Welcome! Please see the About page for a little more info on how this works.

+3 votes
in Collections by

This is a question about intersection of 3 different clojure aspects:

  1. Collection functions treat nil as empty collection. Functions like filter, map, and even assoc happily accept nil for coll.
  2. if and derived macros (when, and, or etc.) treat nil as falsey value.
  3. empty? coerces it's input to seq, which leads to unnecessary allocations, and it's idiomatic to check for not-emptyness using seq instead of (not (empty? xs)). This is a common source of confusion, because (not (empty? xs))'s intent feels more clear then seq

With that said, I feel like consciously representing every empty collection in application as nil might be useful, because this:

(let [xs (get-non-empty-coll-or-nil)]
  (if xs
    (do-stuff-with xs)
    (do-nothing)))

...is more performant and clear than this:

(let [xs (get-possibly-empty-coll)]
  (if (seq xs)
    (do-stuff-with xs)
    (do-nothing)))

Two downsides I see to this approach:

  1. having to use (fnil conj []) or (fnil conj #{}) instead of conj to ensure collections are vectors/sets, because conj-ing to nil creates a list, which I personally almost never use.
  2. having to run all incoming collections on the boundaries of a system through not-empty.

What do you think?

1 Answer

+3 votes
by

In my opinion, you are overthinking it. I would write my functions in readable and simple ways, and if those end up returning nil or empty seq in the case of an empty coll, so be it. Unless I know the function will be used in a specific context which really needs it to be nil or empty seq, I wouldn't go out of my way to make it one or the other. It would be whichever naturally falls out of the simplest and clearest implementation I found.
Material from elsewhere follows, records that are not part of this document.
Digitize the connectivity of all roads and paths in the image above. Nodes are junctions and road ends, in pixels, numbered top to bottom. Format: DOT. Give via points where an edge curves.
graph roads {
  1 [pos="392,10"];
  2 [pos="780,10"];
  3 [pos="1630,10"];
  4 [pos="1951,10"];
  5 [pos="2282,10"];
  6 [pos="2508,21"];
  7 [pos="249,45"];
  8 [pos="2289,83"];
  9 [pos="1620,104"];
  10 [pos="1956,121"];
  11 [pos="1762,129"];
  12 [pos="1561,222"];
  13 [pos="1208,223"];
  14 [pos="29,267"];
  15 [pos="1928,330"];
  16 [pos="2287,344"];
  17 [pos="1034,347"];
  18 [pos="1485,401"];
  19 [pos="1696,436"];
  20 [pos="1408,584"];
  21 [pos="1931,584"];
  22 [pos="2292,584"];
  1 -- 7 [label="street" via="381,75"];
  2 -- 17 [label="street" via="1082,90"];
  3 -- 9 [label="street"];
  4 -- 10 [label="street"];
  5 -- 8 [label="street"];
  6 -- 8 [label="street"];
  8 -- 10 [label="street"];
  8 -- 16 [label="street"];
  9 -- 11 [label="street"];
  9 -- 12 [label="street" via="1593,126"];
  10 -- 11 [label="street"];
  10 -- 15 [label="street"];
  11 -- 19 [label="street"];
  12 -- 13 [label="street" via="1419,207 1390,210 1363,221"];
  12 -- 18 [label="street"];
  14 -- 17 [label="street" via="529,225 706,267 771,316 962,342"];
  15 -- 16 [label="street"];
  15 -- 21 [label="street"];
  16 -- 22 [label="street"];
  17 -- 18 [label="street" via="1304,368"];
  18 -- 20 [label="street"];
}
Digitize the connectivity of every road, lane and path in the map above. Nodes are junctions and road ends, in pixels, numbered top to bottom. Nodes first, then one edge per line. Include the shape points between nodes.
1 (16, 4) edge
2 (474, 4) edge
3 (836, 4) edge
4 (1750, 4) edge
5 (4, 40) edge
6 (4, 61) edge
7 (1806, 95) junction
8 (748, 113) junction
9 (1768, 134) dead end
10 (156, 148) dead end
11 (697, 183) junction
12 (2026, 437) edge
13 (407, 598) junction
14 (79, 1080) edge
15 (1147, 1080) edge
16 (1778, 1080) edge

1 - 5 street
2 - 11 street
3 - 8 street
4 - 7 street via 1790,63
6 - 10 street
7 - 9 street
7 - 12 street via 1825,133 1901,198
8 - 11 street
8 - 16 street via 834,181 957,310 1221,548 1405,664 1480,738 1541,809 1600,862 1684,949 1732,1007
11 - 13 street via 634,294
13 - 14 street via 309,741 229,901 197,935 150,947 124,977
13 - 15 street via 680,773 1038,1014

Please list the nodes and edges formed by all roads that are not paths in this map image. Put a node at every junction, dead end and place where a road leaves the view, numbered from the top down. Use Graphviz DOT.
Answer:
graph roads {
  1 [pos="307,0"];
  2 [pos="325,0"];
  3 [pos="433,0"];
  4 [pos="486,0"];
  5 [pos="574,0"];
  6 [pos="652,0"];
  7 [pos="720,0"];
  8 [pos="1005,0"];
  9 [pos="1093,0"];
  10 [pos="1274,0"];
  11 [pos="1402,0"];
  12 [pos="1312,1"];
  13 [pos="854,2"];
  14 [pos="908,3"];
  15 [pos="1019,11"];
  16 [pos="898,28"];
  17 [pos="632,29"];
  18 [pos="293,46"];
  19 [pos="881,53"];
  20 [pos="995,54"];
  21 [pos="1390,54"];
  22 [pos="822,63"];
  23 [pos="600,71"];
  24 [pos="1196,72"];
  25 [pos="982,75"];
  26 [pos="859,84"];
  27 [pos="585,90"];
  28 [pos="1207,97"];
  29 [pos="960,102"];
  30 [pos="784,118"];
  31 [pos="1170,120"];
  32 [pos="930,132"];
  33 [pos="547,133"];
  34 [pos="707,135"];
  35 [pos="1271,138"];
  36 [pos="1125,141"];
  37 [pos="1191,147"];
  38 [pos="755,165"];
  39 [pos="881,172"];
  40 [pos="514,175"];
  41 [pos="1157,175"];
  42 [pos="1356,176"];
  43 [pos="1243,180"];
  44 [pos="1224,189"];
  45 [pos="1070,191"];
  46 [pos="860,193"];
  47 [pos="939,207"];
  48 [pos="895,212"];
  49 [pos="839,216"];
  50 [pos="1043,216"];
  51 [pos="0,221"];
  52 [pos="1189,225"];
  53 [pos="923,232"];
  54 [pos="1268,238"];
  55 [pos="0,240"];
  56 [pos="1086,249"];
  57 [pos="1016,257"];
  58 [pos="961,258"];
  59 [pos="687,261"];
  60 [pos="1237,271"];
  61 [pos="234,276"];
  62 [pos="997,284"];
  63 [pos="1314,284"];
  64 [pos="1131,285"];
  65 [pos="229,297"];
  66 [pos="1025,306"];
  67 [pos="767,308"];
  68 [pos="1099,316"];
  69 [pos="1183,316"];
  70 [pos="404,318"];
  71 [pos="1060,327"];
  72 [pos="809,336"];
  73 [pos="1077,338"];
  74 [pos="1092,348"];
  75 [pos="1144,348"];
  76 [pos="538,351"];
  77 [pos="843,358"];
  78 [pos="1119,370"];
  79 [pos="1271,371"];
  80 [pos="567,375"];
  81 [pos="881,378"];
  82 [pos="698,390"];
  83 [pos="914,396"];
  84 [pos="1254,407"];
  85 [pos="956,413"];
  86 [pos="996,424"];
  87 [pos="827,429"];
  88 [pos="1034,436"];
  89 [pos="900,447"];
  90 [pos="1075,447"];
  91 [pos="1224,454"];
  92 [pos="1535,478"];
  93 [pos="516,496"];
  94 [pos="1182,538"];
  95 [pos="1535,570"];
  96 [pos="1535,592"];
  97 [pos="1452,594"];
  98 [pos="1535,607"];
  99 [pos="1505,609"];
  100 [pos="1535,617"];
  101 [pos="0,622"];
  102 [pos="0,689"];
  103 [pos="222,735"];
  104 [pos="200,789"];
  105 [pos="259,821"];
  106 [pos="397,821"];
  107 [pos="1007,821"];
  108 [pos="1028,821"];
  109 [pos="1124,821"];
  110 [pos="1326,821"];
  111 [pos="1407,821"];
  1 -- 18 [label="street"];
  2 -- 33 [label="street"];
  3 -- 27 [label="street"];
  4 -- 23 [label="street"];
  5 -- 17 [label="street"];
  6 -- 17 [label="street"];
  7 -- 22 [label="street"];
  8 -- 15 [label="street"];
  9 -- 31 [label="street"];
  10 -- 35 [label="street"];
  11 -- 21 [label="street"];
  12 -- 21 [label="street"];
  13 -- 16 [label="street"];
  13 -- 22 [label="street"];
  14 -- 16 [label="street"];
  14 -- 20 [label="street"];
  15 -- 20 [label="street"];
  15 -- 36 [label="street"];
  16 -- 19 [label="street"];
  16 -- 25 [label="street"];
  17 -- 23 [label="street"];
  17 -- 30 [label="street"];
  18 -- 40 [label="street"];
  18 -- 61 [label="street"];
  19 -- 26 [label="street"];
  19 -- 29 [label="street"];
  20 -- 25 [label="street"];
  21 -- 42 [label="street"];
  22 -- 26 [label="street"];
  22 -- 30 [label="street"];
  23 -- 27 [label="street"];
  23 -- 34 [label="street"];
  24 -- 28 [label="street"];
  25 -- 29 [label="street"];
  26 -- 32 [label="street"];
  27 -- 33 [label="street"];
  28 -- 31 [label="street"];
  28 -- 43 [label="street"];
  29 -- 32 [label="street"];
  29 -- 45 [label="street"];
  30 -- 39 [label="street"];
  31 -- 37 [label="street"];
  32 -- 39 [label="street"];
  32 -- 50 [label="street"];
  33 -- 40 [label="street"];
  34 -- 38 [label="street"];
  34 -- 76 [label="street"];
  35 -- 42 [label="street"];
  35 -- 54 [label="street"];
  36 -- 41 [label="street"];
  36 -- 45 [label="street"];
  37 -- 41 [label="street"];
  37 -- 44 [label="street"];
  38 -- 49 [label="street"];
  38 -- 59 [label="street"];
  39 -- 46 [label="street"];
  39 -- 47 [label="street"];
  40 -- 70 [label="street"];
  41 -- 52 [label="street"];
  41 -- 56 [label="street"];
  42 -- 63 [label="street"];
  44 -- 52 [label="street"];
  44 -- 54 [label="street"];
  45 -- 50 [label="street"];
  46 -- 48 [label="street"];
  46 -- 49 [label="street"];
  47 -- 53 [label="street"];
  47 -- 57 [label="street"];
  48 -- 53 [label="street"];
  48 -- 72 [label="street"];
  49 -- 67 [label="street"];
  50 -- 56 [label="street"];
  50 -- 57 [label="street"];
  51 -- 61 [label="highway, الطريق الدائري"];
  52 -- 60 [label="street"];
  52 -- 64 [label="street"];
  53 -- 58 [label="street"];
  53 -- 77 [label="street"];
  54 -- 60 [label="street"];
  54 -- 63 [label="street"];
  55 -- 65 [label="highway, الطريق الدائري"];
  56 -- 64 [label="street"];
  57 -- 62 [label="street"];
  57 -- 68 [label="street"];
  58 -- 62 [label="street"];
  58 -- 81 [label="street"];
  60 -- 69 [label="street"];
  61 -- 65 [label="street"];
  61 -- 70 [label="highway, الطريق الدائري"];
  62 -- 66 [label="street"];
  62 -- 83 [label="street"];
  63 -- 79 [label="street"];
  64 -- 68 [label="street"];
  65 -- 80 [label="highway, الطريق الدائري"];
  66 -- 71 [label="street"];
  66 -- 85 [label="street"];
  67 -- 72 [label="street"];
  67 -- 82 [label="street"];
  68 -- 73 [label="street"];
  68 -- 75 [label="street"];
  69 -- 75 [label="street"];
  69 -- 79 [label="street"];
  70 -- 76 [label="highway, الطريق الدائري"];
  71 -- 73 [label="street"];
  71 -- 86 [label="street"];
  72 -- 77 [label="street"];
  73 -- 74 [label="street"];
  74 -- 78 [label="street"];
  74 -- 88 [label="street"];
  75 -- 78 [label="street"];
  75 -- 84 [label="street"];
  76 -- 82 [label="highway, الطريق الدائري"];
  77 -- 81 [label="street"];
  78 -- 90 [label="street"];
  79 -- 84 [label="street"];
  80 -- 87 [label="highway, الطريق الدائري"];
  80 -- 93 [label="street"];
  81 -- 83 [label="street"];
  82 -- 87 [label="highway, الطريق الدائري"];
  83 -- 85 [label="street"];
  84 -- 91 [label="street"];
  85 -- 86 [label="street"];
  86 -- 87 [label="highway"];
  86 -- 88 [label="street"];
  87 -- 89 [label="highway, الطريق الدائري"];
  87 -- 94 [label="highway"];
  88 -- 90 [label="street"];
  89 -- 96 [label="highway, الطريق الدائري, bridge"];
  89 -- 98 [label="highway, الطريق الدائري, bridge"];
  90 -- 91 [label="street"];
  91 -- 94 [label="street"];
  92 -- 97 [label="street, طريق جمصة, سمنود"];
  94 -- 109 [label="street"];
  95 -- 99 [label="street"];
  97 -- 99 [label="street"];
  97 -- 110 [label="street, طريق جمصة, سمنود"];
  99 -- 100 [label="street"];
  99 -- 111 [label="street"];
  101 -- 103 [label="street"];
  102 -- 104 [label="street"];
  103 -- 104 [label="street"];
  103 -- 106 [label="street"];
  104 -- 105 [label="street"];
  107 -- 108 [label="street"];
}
The performance perspective is similar. This is a micro-optimization, and to enforce it as you mentioned, you might need to pollute the readability and simplicity of the code such as when you'd now need to deal with conj or others. It also seems like it be pretty hard to maintain that pattern consistently, since it depends only on good intentions. So I also think you're overthinking it here as well. Similarly to before, I wouldn't concern myself with such a detail, unless I'm in an absolute performance critical use case, and I've exhausted all other approach, and my profiling indicates that getting rid of seq for emptiness checks in my conditions could shave off a reasonable amount of time, then only would I bother, and still only for the profiled functions which showed hot spots around it.

...